Exercise details :: What is needed here is an exact copy of every record below.
─── Supplied material ───
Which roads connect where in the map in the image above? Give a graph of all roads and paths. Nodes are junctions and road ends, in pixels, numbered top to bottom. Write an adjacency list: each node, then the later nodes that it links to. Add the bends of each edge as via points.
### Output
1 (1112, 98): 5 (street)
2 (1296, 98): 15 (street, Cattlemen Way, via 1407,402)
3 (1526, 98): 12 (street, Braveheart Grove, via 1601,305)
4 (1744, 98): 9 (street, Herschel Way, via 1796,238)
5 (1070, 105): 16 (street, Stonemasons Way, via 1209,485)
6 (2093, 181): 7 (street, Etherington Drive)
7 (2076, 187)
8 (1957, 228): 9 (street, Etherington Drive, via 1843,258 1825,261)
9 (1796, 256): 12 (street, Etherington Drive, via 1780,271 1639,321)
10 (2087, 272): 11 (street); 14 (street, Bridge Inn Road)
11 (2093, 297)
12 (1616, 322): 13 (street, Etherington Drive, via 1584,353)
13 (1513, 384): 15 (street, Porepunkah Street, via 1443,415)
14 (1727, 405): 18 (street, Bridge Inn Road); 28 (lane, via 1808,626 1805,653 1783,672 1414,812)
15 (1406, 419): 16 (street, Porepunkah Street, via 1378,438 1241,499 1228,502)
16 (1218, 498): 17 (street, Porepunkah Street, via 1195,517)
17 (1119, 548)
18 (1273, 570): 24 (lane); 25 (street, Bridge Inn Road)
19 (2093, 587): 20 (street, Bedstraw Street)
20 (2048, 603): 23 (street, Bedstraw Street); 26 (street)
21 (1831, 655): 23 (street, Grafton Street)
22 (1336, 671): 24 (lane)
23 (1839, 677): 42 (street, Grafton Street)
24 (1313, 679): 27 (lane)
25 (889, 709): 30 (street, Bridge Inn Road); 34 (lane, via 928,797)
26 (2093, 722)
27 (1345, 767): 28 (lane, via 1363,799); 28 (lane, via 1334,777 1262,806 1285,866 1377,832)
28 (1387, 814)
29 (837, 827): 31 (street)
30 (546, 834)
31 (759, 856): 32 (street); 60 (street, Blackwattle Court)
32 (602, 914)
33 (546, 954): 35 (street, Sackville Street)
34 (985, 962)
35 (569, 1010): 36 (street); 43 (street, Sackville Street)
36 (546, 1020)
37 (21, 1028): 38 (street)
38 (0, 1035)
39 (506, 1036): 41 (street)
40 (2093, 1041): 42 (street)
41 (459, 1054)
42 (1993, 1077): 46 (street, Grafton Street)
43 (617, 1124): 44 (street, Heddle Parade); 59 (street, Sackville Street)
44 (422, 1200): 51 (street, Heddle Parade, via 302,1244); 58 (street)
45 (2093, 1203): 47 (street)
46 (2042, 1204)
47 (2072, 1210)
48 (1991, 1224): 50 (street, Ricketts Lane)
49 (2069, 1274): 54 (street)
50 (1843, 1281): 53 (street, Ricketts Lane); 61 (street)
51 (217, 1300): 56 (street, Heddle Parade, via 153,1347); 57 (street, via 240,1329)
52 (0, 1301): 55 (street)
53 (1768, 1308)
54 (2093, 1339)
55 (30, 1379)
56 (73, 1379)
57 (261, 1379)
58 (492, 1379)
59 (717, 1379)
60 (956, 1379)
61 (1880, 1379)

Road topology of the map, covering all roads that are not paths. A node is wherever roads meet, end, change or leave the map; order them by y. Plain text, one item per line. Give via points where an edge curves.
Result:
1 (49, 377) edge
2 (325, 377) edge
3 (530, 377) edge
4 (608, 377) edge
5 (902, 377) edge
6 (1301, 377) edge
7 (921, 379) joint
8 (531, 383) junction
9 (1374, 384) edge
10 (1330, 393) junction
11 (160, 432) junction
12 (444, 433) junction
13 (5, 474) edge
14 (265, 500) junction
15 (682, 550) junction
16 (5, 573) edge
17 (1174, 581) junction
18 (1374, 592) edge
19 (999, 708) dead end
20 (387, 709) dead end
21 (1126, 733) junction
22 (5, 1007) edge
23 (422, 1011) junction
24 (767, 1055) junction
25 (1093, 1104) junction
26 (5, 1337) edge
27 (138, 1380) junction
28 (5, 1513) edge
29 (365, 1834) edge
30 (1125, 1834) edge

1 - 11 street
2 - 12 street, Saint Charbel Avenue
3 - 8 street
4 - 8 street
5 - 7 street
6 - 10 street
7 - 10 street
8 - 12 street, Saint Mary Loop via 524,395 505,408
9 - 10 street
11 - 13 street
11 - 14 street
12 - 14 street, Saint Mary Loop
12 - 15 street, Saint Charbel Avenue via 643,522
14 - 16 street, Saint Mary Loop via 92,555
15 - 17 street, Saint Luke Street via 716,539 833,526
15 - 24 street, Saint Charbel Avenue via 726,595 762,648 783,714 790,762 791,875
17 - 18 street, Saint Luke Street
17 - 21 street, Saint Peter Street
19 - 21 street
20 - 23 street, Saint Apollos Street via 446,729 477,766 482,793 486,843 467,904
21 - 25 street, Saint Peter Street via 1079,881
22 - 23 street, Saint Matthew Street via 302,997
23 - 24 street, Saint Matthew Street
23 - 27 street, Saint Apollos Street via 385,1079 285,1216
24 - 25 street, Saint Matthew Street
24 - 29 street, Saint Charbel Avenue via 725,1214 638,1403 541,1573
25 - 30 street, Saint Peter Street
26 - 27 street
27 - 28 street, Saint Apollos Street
───
Exercise solution ::
Which roads connect where in the map in the image above? Give a graph of all roads and paths. Nodes are junctions and road ends, in pixels, numbered top to bottom. Write an adjacency list: each node, then the later nodes that it links to. Add the bends of each edge as via points.
### Output
1 (1112, 98): 5 (street)
2 (1296, 98): 15 (street, Cattlemen Way, via 1407,402)
3 (1526, 98): 12 (street, Braveheart Grove, via 1601,305)
4 (1744, 98): 9 (street, Herschel Way, via 1796,238)
5 (1070, 105): 16 (street, Stonemasons Way, via 1209,485)
6 (2093, 181): 7 (street, Etherington Drive)
7 (2076, 187)
8 (1957, 228): 9 (street, Etherington Drive, via 1843,258 1825,261)
9 (1796, 256): 12 (street, Etherington Drive, via 1780,271 1639,321)
10 (2087, 272): 11 (street); 14 (street, Bridge Inn Road)
11 (2093, 297)
12 (1616, 322): 13 (street, Etherington Drive, via 1584,353)
13 (1513, 384): 15 (street, Porepunkah Street, via 1443,415)
14 (1727, 405): 18 (street, Bridge Inn Road); 28 (lane, via 1808,626 1805,653 1783,672 1414,812)
15 (1406, 419): 16 (street, Porepunkah Street, via 1378,438 1241,499 1228,502)
16 (1218, 498): 17 (street, Porepunkah Street, via 1195,517)
17 (1119, 548)
18 (1273, 570): 24 (lane); 25 (street, Bridge Inn Road)
19 (2093, 587): 20 (street, Bedstraw Street)
20 (2048, 603): 23 (street, Bedstraw Street); 26 (street)
21 (1831, 655): 23 (street, Grafton Street)
22 (1336, 671): 24 (lane)
23 (1839, 677): 42 (street, Grafton Street)
24 (1313, 679): 27 (lane)
25 (889, 709): 30 (street, Bridge Inn Road); 34 (lane, via 928,797)
26 (2093, 722)
27 (1345, 767): 28 (lane, via 1363,799); 28 (lane, via 1334,777 1262,806 1285,866 1377,832)
28 (1387, 814)
29 (837, 827): 31 (street)
30 (546, 834)
31 (759, 856): 32 (street); 60 (street, Blackwattle Court)
32 (602, 914)
33 (546, 954): 35 (street, Sackville Street)
34 (985, 962)
35 (569, 1010): 36 (street); 43 (street, Sackville Street)
36 (546, 1020)
37 (21, 1028): 38 (street)
38 (0, 1035)
39 (506, 1036): 41 (street)
40 (2093, 1041): 42 (street)
41 (459, 1054)
42 (1993, 1077): 46 (street, Grafton Street)
43 (617, 1124): 44 (street, Heddle Parade); 59 (street, Sackville Street)
44 (422, 1200): 51 (street, Heddle Parade, via 302,1244); 58 (street)
45 (2093, 1203): 47 (street)
46 (2042, 1204)
47 (2072, 1210)
48 (1991, 1224): 50 (street, Ricketts Lane)
49 (2069, 1274): 54 (street)
50 (1843, 1281): 53 (street, Ricketts Lane); 61 (street)
51 (217, 1300): 56 (street, Heddle Parade, via 153,1347); 57 (street, via 240,1329)
52 (0, 1301): 55 (street)
53 (1768, 1308)
54 (2093, 1339)
55 (30, 1379)
56 (73, 1379)
57 (261, 1379)
58 (492, 1379)
59 (717, 1379)
60 (956, 1379)
61 (1880, 1379)

Road topology of the map, covering all roads that are not paths. A node is wherever roads meet, end, change or leave the map; order them by y. Plain text, one item per line. Give via points where an edge curves.
Result:
1 (49, 377) edge
2 (325, 377) edge
3 (530, 377) edge
4 (608, 377) edge
5 (902, 377) edge
6 (1301, 377) edge
7 (921, 379) joint
8 (531, 383) junction
9 (1374, 384) edge
10 (1330, 393) junction
11 (160, 432) junction
12 (444, 433) junction
13 (5, 474) edge
14 (265, 500) junction
15 (682, 550) junction
16 (5, 573) edge
17 (1174, 581) junction
18 (1374, 592) edge
19 (999, 708) dead end
20 (387, 709) dead end
21 (1126, 733) junction
22 (5, 1007) edge
23 (422, 1011) junction
24 (767, 1055) junction
25 (1093, 1104) junction
26 (5, 1337) edge
27 (138, 1380) junction
28 (5, 1513) edge
29 (365, 1834) edge
30 (1125, 1834) edge

1 - 11 street
2 - 12 street, Saint Charbel Avenue
3 - 8 street
4 - 8 street
5 - 7 street
6 - 10 street
7 - 10 street
8 - 12 street, Saint Mary Loop via 524,395 505,408
9 - 10 street
11 - 13 street
11 - 14 street
12 - 14 street, Saint Mary Loop
12 - 15 street, Saint Charbel Avenue via 643,522
14 - 16 street, Saint Mary Loop via 92,555
15 - 17 street, Saint Luke Street via 716,539 833,526
15 - 24 street, Saint Charbel Avenue via 726,595 762,648 783,714 790,762 791,875
17 - 18 street, Saint Luke Street
17 - 21 street, Saint Peter Street
19 - 21 street
20 - 23 street, Saint Apollos Street via 446,729 477,766 482,793 486,843 467,904
21 - 25 street, Saint Peter Street via 1079,881
22 - 23 street, Saint Matthew Street via 302,997
23 - 24 street, Saint Matthew Street
23 - 27 street, Saint Apollos Street via 385,1079 285,1216
24 - 25 street, Saint Matthew Street
24 - 29 street, Saint Charbel Avenue via 725,1214 638,1403 541,1573
25 - 30 street, Saint Peter Street
26 - 27 street
27 - 28 street, Saint Apollos Street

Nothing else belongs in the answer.